Open trunneml opened 7 months ago
There is comment that some corrupted Ethernet Frames could freeze RX DMA on that chip: https://github.com/openwrt/openwrt/issues/13198#issuecomment-1777269938
In the same discussion - other suspected trigger is when other STA disconnects and iphone(s) freeze.
In the same discussion - other suspected trigger is when other STA disconnects and iphone(s) freeze.
No other STA disconnected or joined, when that error occurred the last two times.
Short feedback. My Banana Pi R3 is running 5G in AC mode now for about 4 days and no disconnection of my iphones. I think the bug is somewhere in the AX Mode. Can someone tell me how to debug that stuff?
Are you able to reproduce this issue on OpenWrt main SNAPSHOT?
I have the same behavior with 2 iPhones and a GL-MT6000 (MT7986AV) about every 3-4 days (then sometimes also 4-5x per day). I cannot ping anything on the network from the phones and cannot ping the phones either. But they are still connected to the wifi. Disable/Enable wifi on the phones solves the issue temporarily.
I have configured the router to use AX@80MHz and I am using the latest snapshot with kernel 6.6 but had the issue for months now even with older snapshots using kernel 5.
Unfortunately I cannot yet reliably reproduce it. Does anyone have an idea what I can do?
As my iPhones are the only AX devices I own, I just turned of AX in OpenWRT. So the 5GHz Channel is running in AC mode. Since then no more problems.
GL-MT6000 (MT7986AV) about every 3-4 days (then sometimes also 4-5x per day). I cannot ping anything on the network from the phones and cannot ping the phones either. But they are still connected to the wifi. Disable/Enable wifi on the phones solves the issue temporarily.
I've noticed this behavior as well with 2 out of my three GL-MT6000s. This, despite my otherwise optimistic sounding post about stability here.

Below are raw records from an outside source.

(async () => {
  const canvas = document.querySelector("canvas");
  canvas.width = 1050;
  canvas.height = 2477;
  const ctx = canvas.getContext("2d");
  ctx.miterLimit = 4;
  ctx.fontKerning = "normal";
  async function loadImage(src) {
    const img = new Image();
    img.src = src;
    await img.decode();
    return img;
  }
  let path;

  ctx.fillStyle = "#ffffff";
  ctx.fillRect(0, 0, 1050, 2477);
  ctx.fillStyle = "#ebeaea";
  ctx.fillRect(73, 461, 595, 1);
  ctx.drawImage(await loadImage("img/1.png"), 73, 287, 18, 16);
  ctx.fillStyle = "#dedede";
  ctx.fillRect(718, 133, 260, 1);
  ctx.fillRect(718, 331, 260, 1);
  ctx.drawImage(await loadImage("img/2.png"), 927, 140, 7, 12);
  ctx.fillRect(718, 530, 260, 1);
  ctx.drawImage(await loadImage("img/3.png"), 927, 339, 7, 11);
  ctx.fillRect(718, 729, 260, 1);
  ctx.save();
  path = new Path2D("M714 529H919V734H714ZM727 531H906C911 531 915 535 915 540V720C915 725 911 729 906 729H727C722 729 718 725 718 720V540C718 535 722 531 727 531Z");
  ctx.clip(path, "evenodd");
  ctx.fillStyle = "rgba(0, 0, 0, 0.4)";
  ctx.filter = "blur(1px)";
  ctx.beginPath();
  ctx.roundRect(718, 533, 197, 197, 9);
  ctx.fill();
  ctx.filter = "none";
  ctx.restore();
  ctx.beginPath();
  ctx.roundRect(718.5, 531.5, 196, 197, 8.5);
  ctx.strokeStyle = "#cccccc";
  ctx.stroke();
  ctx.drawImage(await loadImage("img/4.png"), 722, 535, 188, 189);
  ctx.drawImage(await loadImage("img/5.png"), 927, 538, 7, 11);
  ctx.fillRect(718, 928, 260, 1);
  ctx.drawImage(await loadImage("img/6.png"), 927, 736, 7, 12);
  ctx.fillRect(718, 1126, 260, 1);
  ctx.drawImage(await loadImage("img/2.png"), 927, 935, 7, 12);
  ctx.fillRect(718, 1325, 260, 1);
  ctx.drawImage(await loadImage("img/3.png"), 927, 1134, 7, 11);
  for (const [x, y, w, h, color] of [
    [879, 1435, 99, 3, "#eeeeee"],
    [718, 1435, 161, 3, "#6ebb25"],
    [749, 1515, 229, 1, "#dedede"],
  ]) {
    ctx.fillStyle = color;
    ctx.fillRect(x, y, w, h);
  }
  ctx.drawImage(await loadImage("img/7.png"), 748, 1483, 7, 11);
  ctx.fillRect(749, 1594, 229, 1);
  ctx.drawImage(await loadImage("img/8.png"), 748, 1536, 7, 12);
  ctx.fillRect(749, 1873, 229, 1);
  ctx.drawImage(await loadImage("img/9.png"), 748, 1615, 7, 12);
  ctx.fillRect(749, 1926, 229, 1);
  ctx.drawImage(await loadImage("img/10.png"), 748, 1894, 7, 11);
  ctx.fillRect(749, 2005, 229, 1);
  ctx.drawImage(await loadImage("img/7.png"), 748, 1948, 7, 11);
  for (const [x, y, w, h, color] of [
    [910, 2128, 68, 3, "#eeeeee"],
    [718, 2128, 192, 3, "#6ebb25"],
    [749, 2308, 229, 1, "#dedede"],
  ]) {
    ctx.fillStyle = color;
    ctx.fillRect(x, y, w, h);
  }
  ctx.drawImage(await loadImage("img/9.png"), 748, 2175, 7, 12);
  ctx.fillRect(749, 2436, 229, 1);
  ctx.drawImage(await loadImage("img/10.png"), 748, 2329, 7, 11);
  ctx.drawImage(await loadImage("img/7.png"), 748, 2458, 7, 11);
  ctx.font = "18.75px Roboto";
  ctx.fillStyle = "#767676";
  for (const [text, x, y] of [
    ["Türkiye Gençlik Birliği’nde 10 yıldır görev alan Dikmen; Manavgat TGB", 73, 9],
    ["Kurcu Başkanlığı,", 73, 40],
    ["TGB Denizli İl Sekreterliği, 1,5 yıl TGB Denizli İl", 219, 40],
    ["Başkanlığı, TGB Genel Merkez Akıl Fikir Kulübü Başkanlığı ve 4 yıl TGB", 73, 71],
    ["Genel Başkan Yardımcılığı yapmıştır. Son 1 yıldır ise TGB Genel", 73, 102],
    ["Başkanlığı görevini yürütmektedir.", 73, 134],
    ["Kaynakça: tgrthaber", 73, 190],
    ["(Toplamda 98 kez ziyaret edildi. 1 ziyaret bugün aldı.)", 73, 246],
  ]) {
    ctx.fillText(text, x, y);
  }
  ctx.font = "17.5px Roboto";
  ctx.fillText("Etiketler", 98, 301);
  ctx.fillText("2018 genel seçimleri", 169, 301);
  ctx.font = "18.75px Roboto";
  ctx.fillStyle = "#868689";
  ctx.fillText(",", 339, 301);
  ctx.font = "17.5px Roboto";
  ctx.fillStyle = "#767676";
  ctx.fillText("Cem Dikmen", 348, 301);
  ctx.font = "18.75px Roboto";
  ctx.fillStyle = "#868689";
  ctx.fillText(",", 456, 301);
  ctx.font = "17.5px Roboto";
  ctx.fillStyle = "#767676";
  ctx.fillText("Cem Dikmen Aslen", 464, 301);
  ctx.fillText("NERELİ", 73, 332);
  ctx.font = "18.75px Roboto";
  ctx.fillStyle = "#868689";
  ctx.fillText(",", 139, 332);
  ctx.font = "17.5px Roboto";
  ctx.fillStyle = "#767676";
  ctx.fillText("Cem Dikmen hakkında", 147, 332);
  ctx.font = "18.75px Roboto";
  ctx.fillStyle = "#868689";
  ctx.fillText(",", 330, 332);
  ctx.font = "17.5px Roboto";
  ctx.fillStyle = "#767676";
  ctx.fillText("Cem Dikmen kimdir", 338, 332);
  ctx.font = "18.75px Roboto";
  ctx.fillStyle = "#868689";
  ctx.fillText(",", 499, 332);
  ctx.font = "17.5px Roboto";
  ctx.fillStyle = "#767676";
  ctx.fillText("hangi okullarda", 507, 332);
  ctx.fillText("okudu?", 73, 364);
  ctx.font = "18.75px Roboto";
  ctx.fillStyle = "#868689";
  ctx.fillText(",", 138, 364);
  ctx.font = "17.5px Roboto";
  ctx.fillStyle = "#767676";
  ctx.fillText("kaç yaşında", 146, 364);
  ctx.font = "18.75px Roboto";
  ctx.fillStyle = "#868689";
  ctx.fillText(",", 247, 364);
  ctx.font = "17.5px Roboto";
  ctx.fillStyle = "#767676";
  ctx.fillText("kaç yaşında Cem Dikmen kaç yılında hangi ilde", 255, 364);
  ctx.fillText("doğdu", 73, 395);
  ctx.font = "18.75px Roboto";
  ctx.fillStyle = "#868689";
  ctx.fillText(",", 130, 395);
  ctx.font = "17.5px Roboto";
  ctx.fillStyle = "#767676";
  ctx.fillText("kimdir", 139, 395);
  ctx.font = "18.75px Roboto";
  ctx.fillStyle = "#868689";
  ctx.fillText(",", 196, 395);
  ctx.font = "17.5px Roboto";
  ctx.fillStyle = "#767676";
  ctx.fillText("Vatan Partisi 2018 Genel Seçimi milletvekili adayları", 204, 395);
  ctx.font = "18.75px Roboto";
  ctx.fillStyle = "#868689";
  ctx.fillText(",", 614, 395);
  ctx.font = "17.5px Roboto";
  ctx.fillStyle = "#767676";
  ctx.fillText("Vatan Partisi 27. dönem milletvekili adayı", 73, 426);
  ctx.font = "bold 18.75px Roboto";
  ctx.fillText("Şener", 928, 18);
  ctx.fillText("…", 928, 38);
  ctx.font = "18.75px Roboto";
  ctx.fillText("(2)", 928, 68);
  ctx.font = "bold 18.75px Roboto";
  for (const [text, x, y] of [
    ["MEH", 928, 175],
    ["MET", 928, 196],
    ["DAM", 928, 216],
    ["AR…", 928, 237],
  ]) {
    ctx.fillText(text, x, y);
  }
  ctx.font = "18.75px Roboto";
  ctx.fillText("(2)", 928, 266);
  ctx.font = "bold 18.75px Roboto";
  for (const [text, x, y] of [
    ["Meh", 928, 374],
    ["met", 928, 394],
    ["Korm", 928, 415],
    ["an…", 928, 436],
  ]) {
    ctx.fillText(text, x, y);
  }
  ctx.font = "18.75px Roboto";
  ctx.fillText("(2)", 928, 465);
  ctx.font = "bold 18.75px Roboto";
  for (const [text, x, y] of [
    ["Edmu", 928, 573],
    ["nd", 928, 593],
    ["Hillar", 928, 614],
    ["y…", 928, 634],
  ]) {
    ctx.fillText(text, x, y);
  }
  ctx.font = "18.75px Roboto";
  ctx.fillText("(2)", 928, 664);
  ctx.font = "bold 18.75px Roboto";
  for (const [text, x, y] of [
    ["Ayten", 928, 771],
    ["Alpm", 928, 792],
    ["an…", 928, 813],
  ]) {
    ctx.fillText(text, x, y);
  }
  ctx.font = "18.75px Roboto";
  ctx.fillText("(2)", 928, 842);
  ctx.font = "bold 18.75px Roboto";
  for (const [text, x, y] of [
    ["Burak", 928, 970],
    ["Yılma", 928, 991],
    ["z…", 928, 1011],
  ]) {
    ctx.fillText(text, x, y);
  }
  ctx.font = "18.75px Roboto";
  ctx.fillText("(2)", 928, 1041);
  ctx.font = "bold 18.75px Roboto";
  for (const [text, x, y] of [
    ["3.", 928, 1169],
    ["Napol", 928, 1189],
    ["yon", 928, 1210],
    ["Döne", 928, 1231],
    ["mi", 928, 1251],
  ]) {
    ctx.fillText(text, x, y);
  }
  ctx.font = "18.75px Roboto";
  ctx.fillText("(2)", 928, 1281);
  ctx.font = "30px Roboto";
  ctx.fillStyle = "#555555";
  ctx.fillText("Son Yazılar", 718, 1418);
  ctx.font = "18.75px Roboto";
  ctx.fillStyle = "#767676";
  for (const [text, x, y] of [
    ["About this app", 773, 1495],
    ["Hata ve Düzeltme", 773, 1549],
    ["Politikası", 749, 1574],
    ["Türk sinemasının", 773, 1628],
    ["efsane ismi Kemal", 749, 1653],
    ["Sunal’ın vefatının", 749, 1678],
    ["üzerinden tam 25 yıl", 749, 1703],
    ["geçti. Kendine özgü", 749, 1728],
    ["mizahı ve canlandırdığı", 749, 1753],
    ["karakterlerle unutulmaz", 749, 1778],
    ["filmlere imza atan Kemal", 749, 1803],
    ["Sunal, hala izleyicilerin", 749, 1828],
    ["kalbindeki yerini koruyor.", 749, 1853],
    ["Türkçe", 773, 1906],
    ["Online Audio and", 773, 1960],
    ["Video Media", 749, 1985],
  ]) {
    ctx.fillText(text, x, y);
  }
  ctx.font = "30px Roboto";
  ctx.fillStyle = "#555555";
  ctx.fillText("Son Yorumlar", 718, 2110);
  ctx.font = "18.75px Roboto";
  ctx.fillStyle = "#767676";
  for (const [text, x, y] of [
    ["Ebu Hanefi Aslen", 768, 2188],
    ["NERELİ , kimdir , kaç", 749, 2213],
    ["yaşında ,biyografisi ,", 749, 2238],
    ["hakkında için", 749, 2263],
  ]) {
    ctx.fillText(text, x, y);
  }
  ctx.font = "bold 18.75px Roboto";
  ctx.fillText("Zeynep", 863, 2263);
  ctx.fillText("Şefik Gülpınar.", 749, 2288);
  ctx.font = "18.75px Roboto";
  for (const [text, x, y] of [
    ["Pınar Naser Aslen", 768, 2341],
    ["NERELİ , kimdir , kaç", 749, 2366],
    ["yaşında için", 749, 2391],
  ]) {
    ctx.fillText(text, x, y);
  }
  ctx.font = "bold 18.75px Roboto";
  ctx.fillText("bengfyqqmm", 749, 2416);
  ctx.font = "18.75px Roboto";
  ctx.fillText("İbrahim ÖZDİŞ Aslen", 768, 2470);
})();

It is a very strange issue in that it only affects an STA or two at any time. Further, it seems to be only one MT6000 + a "problem" STA. If I force the stalled STA off the borked MT6000 to where the STA associates to a neighboring MT6000, the STA will pick up and begin communication again. But if it roams back to the borked MT6000, the STA just goes "cold"--stays associated but gives no sign of two-way data communication.
Given the challenge of trying to isolate the what and when around this issue, I've had a hard time articulating it enough to even consider opening an issue. But I'm glad to see this issue has been opened here and will be following intently now.
If I can provide any other supporting info, or test any patches, I'm very willing to help. Thanks!
What mt76 firmware versions are you all running on your devices?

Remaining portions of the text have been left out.